Figure 4: IRPrestige-21 with the NIR Kit and Pike IntegratIR – diffuse reflection accessory
Table 3: Quality check of the FT-NIR calibration model using a certified meat sample
In comparison to wet chemical treatments of the meat, the analysis is simple and quick. The short measurement time reduces costs, while the material is economic with chemicals. The method saves 95 % of the standard costs involved with conventional FT-NIR analysis.

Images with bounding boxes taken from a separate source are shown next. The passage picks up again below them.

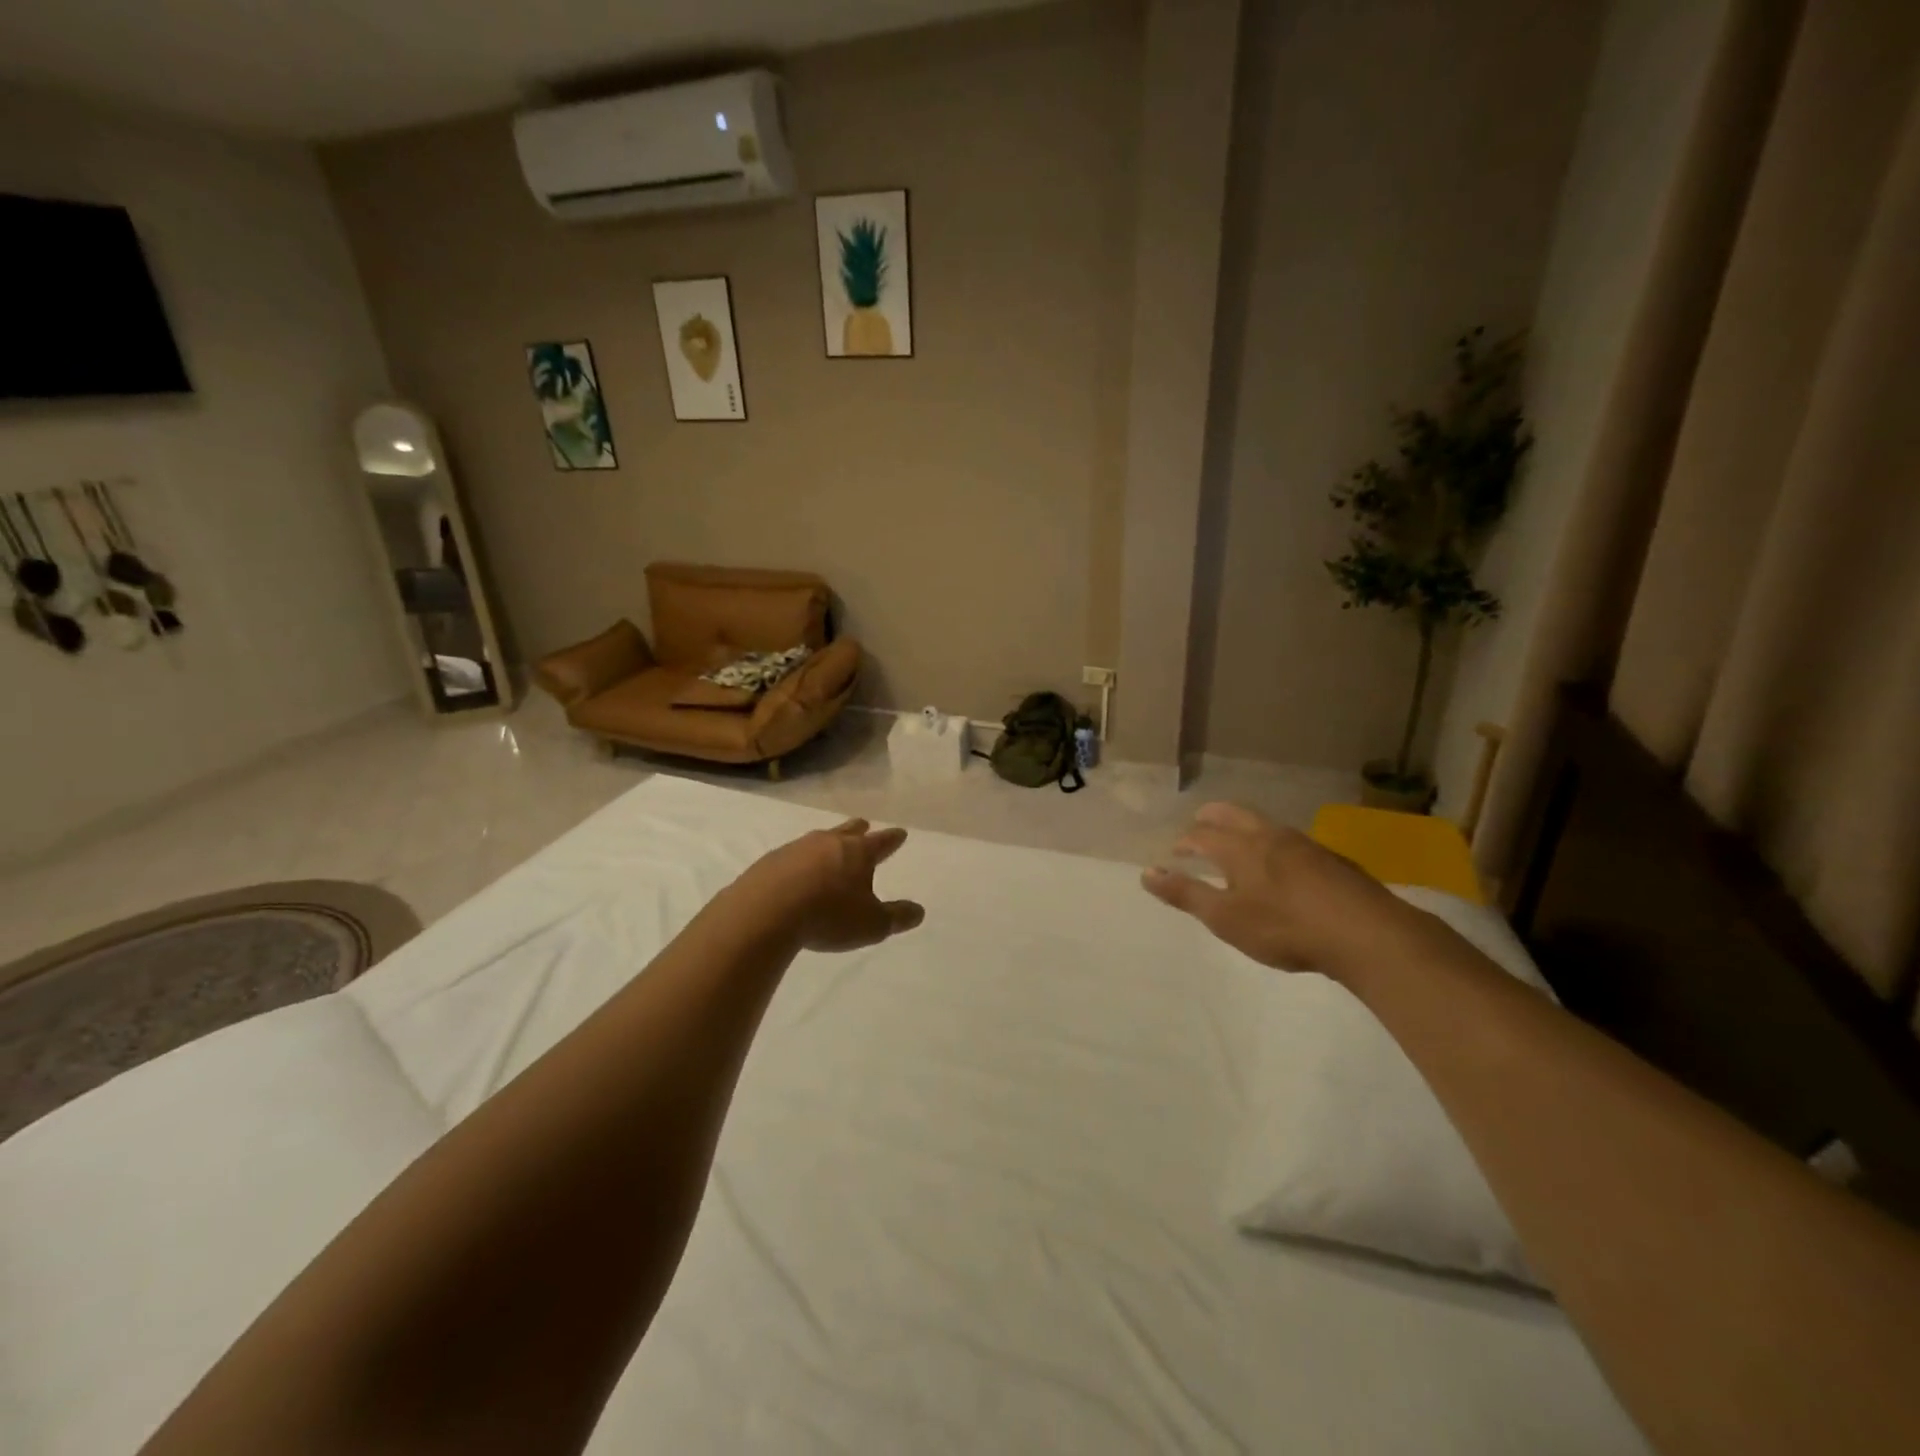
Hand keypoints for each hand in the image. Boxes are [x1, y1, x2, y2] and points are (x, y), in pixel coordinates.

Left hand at [737, 819, 925, 953]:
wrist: (764, 913)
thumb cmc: (828, 916)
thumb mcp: (872, 925)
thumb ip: (897, 917)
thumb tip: (919, 911)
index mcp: (857, 852)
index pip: (881, 842)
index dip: (893, 839)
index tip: (900, 833)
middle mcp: (827, 843)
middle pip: (847, 831)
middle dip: (858, 829)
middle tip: (864, 825)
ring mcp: (795, 849)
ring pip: (818, 840)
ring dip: (827, 844)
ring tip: (829, 850)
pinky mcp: (769, 862)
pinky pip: (791, 857)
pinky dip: (799, 862)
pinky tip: (795, 873)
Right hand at [1141, 801, 1410, 976]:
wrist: (1367, 933)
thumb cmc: (1285, 927)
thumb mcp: (1226, 918)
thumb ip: (1186, 894)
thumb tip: (1146, 872)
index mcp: (1239, 848)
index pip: (1201, 835)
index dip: (1183, 843)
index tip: (1174, 853)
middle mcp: (1269, 836)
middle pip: (1233, 814)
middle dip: (1211, 817)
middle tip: (1199, 822)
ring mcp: (1304, 845)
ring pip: (1264, 824)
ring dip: (1243, 826)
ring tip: (1237, 840)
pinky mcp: (1331, 860)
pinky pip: (1290, 840)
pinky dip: (1272, 842)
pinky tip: (1281, 865)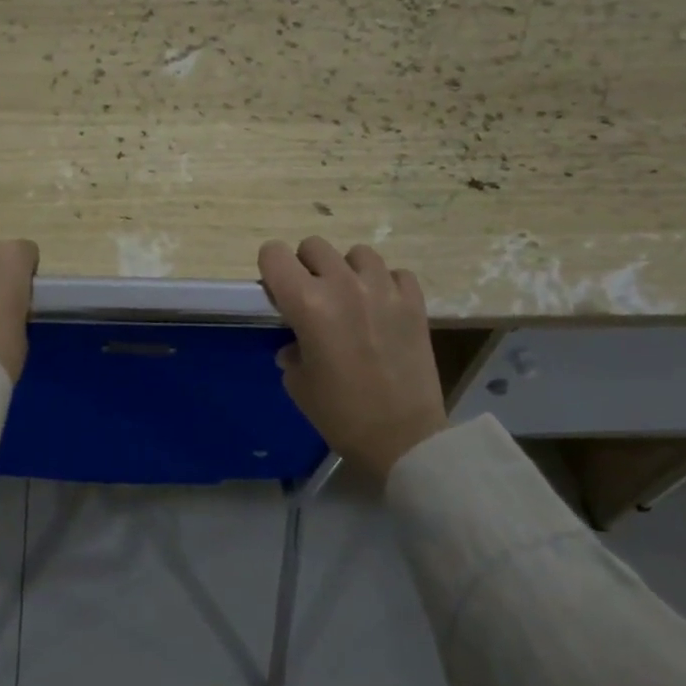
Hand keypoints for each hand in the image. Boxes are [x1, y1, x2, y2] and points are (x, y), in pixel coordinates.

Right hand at [258, 236, 449, 480]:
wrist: (403, 439)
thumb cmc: (340, 414)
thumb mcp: (298, 383)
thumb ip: (292, 349)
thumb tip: (296, 344)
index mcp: (307, 303)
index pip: (274, 254)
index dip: (270, 269)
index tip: (277, 292)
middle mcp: (343, 285)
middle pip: (314, 246)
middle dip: (306, 266)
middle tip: (312, 297)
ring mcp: (384, 290)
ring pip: (357, 253)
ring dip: (348, 271)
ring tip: (351, 299)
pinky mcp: (415, 302)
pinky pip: (396, 273)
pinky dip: (386, 285)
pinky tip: (383, 309)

The analysis results are good for a technique using diffuse reflectance method without temperature control and a disposal sample Petri dish. Compared with the Soxhlet method which is fundamental for fat calibration the FTIR method is more sensitive because the SEP value of the fat calibration is in a range of 0.15 % and for moisture 0.21 %. Comparing the error from the disposal Petri dish which was calculated at approx. 0.166 % for fat and 0.156 % for moisture, and the error of the Soxhlet method, the NIR technique offers an alternative method to the classical wet chemical treatments. The calibration result is as good as the reference method. Where the reference method is improved, the calibration result will be even better. The same applies to the sample of standards, which can be even more than the approx. 100 used in this application.